WORK INSTRUCTIONS: Your reply must contain the full listing below, reproduced exactly, but no pictures.

RECORDS SHOWN:
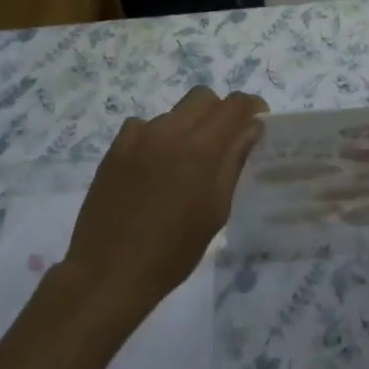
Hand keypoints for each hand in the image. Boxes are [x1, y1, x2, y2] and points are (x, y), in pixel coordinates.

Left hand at [62, 87, 266, 321]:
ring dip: (189, 126)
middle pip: (203, 97)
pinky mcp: (115, 147)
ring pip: (174, 112)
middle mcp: (169, 131)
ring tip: (186, 162)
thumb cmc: (173, 251)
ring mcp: (138, 136)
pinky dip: (158, 137)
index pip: (234, 105)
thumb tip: (251, 129)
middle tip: (225, 140)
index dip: (251, 106)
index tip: (258, 120)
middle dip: (220, 110)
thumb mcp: (216, 211)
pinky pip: (144, 127)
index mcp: (201, 148)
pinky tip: (155, 168)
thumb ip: (234, 162)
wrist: (109, 271)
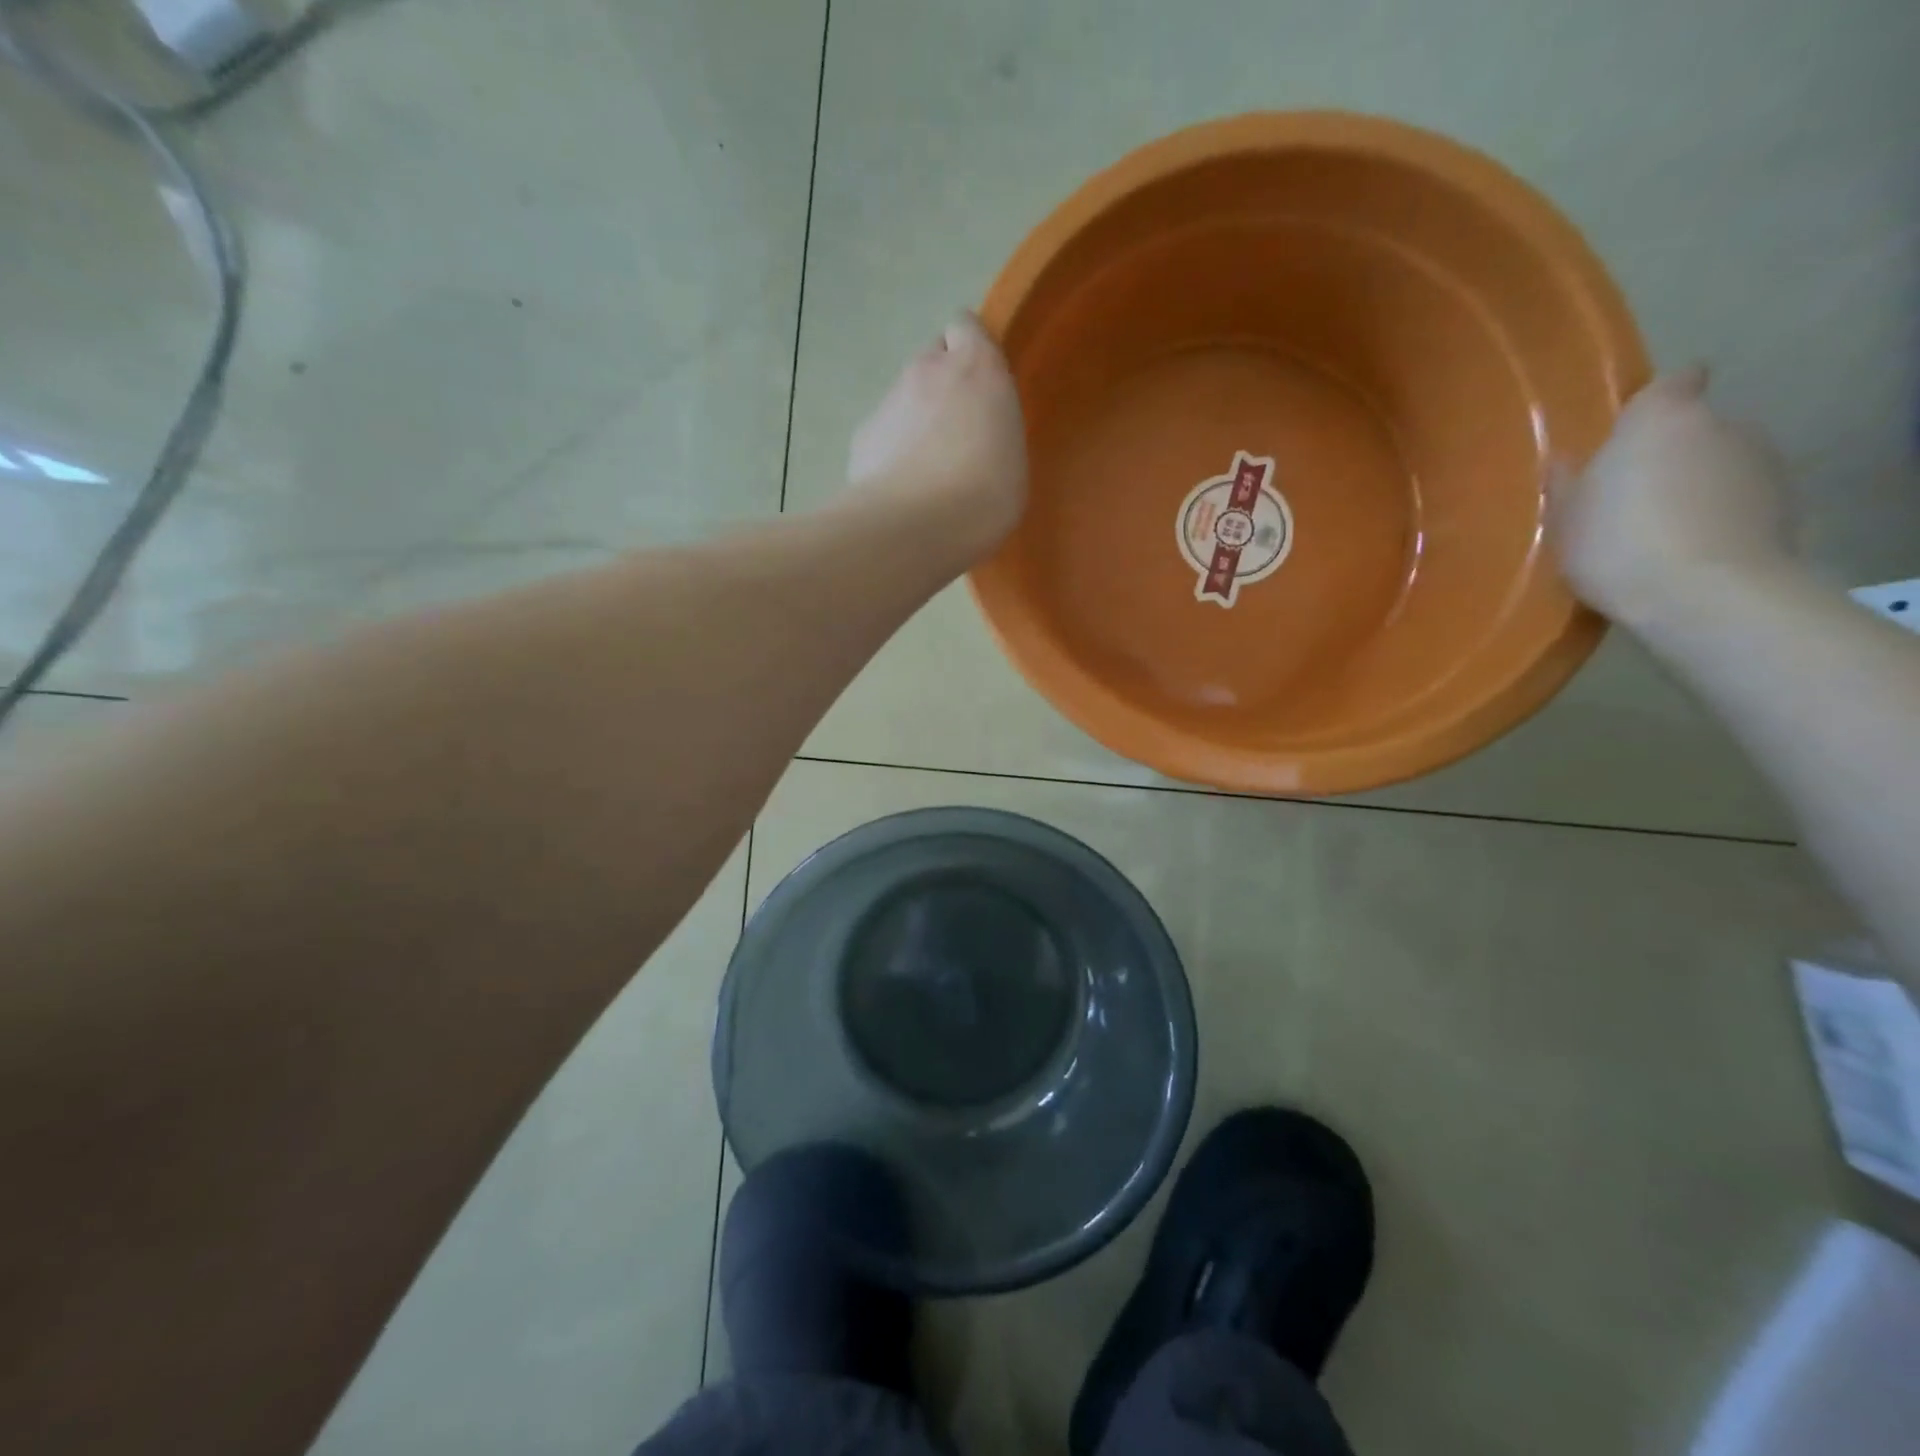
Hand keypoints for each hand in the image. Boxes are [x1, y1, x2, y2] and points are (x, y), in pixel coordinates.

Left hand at [847, 313, 1027, 556]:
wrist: (916, 525)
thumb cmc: (985, 493)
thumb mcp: (1012, 458)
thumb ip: (991, 428)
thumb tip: (973, 437)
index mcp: (977, 367)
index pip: (965, 327)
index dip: (969, 350)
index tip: (977, 382)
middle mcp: (928, 370)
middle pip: (932, 360)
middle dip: (941, 385)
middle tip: (955, 431)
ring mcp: (889, 400)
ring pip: (904, 399)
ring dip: (914, 422)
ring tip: (926, 472)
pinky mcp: (862, 435)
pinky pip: (882, 435)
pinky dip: (890, 453)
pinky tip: (901, 490)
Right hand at [1549, 369, 1792, 628]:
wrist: (1704, 594)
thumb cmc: (1616, 543)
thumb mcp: (1565, 518)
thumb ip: (1569, 482)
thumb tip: (1567, 462)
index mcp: (1661, 420)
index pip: (1674, 382)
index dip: (1658, 401)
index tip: (1636, 430)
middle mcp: (1723, 425)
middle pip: (1697, 429)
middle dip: (1672, 454)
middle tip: (1632, 498)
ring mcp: (1764, 463)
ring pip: (1723, 465)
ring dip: (1699, 487)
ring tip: (1662, 534)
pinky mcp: (1788, 504)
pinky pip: (1743, 501)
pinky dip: (1722, 517)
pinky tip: (1691, 554)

TASK RESPONSE:
Hand keypoints for each hand in the image. Boxes are [x1, y1, x2, y2] and points are (x, y), in pixel coordinates.

Left hand at [62, 87, 266, 321]:
ring dip: (189, 126)
middle pip: (203, 97)
pinky mcp: (115, 147)
ring pip: (174, 112)
middle mcp: (169, 131)
ring tip: (186, 162)
thumb cmc: (173, 251)
ring mcp: (138, 136)
pinky dip: (158, 137)
index pip: (234, 105)
thumb tip: (251, 129)
middle tip: (225, 140)
index dip: (251, 106)
index tip: (258, 120)
middle dip: (220, 110)
thumb mcp: (216, 211)
pinky pip: (144, 127)
index mcp: (201, 148)
pinky tip: (155, 168)
thumb ip: (234, 162)
wrist: (109, 271)
Hand keypoints for each hand in the image. Boxes are [x1, y1, x2, y2] and points are (x, y), in pixel coordinates.

Left hand at [847, 313, 1027, 556]:
wrist: (916, 525)
thumb cmc: (985, 493)
thumb mcp: (1012, 458)
thumb ip: (991, 428)
thumb tip: (973, 437)
index mcp: (977, 367)
index pip: (965, 327)
index dip: (969, 350)
index tip: (977, 382)
middle mcp: (928, 370)
middle pip: (932, 360)
middle dip: (941, 385)
middle tip: (955, 431)
ring mcp: (889, 400)
ring pip: (904, 399)
ring dip: (914, 422)
ring tip: (926, 472)
pinky mcp: (862, 435)
pinky pip: (882, 435)
pinky dip: (890, 453)
pinky tip: (901, 490)
Right hand at [1549, 369, 1792, 628]:
wrist: (1704, 594)
thumb cmc: (1616, 543)
thumb mcp: (1565, 518)
thumb ip: (1569, 482)
thumb tip: (1567, 462)
index mcp: (1661, 420)
index pip: (1674, 382)
index dip: (1658, 401)
index tip: (1636, 430)
middle mcp: (1723, 425)
middle pip: (1697, 429)
middle dip: (1672, 454)
middle tip: (1632, 498)
ring mcp: (1764, 463)
ring pip: (1723, 465)
ring dip: (1699, 487)
ring tip: (1662, 534)
pinky mcp: (1788, 504)
pinky pip: (1743, 501)
pinky dip: (1722, 517)
pinky tip: (1691, 554)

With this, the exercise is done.